TMDQA!: Quando você saiu do Forgotten Boys você declarou que precisava tocar sua vida de maneira diferente. O que mudou do Chuck do FB para o do Vespas Mandarinas?
Chuck Hipolitho: Cara, quando eu saí da banda eu só queria parar de viajar e descansar, e para poder dar atenção à Débora que estava grávida e tal. É claro, isso tudo na época me fez repensar várias coisas a respeito da minha própria vida. Hoje percebo que não havia mais uma identificação profissional com os rapazes, e isso na época estava me fazendo sofrer pois eu sempre amei muito todos ali, e sempre amei muito a banda, e estava percebendo que teria que dizer tchau logo logo.
Esperei gravar o Louva-a-deus, que acho que foi o projeto mais bacana e diferente comigo envolvido. Foram 10 anos de dedicação, mas, uma hora acabou para mim, então saí. Comecei a me dedicar ao meu estúdio, a aprender gravar, produzir, pois não queria saber de tocar tão logo. Nesse meio tempo me conheci melhor, virei pai, tudo mudou e acho que amadureci um bocado. Comecei a me aproximar do Mauro, do Thadeu, e sempre tive uma vontade de fazer algo com o Mike, então nos juntamos e formamos as Vespas Mandarinas, que era para ser um projecto solo meu, mas, seria um desperdício.
Passei a ouvir mais coisas brasileiras, coisas que já gostava desde criança, e comecei a me conectar mais a isso. Acho que sou uma pessoa mais madura, mais segura e sem tantos pudores artísticos que eu tinha na época.
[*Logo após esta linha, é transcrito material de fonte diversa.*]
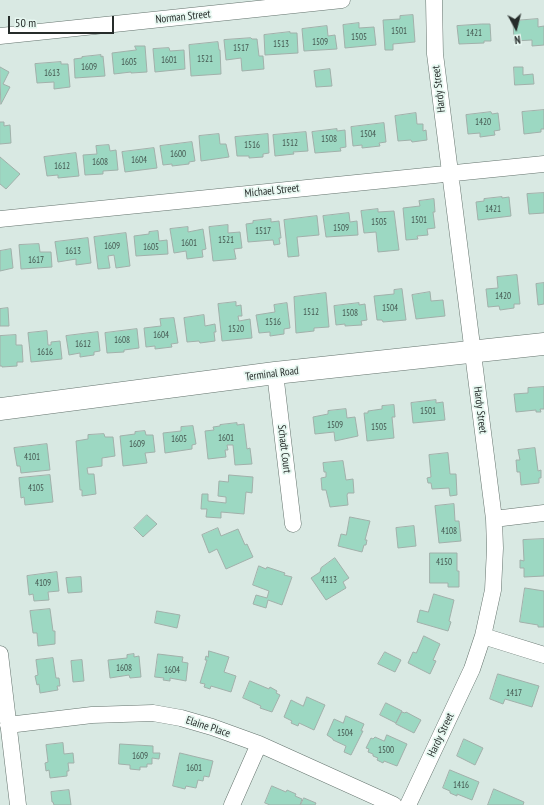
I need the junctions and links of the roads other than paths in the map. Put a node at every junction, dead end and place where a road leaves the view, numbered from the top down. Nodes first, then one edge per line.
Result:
1 (342, 0) edge
2 (434, 0) edge
3 (0, 36) edge
4 (544, 164) edge
5 (450, 173) junction
6 (0, 219) edge
7 (544, 344) edge
8 (473, 351) junction
9 (275, 373) junction
10 (0, 409) edge
11 (544, 513) edge
12 (494, 519) junction
13 (293, 524) dead end
14 (483, 636) junction
15 (0, 654) edge
16 (544, 655) edge
17 (8, 725) junction
18 (259, 744) junction
19 (18, 805) edge
20 (232, 805) edge
21 (394, 805) edge
22 (408, 805) edge

1 - 3 street, Norman Street
2 - 5 street, Hardy Street
4 - 5 street, Michael Street
5 - 6 street, Michael Street
5 - 8 street, Hardy Street
7 - 8 main road, Terminal Road
8 - 9 main road, Terminal Road
8 - 12 street, Hardy Street
9 - 10 main road, Terminal Road
9 - 13 street, Schadt Court
11 - 12 street
12 - 14 street, Hardy Street
14 - 16 street
14 - 22 street, Hardy Street
15 - 17 street
17 - 18 street, Elaine Place
17 - 19 street
18 - 20 street
18 - 21 street, Elaine Place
TMDQA!: Em uma entrevista para o Rock ‘n’ Beats no início deste ano você falou que o Vespas Mandarinas não tem vergonha de ser Rock Pop. Porque haveria essa vergonha e que bandas e elementos dos anos 80, como você citou na ocasião, estão influenciando o som do grupo?
Chuck Hipolitho: No Brasil existe um orgulho indie muito grande, como se não pudéssemos fazer algo que fosse comercial ou que almejasse coisas maiores, não estou falando de sucesso, estou falando de conexão com o público. O artista aqui parece ter um medo muito grande de fazer sucesso ou pior que isso, se sente envergonhado quando algo rola, no palco se porta com respeito demais.
As pessoas querem alguém que suba no palco e se sinta seguro o suficiente para chegar a enfrentar o público e se divertir lá em cima senão a coisa não tem graça, não é um show, não muda a vida de ninguém. E para isso não importa o gênero. E isso o pop te proporciona, ninguém precisa se vender para isso.
Estamos fazendo um som que acreditamos, ainda engatinhando em termos profissionais, mas, creio que estamos na direção certa. Isso é o que importa. Temos como influencias coisas como os Paralamas, Titãs ná época áurea, Legião… cara, qualquer coisa MESMO, ruim ou boa, a gente acha alguma coisa que se aproveite para colocar no que fazemos… portanto acho que estamos fazendo algo honesto, e verdadeiro. Rock Pop Indie (risos) como eu disse, estamos engatinhando. Apenas não temos vergonha na cara, e acho que isso tem tudo a ver com ter uma postura Pop. Mas, como viemos do Rock, ele nunca sairá da gente também, é uma atitude de base. Todo o trabalho novo dos Foo Fighters ilustra isso que eu já acreditava ser possível há uns bons 7 anos.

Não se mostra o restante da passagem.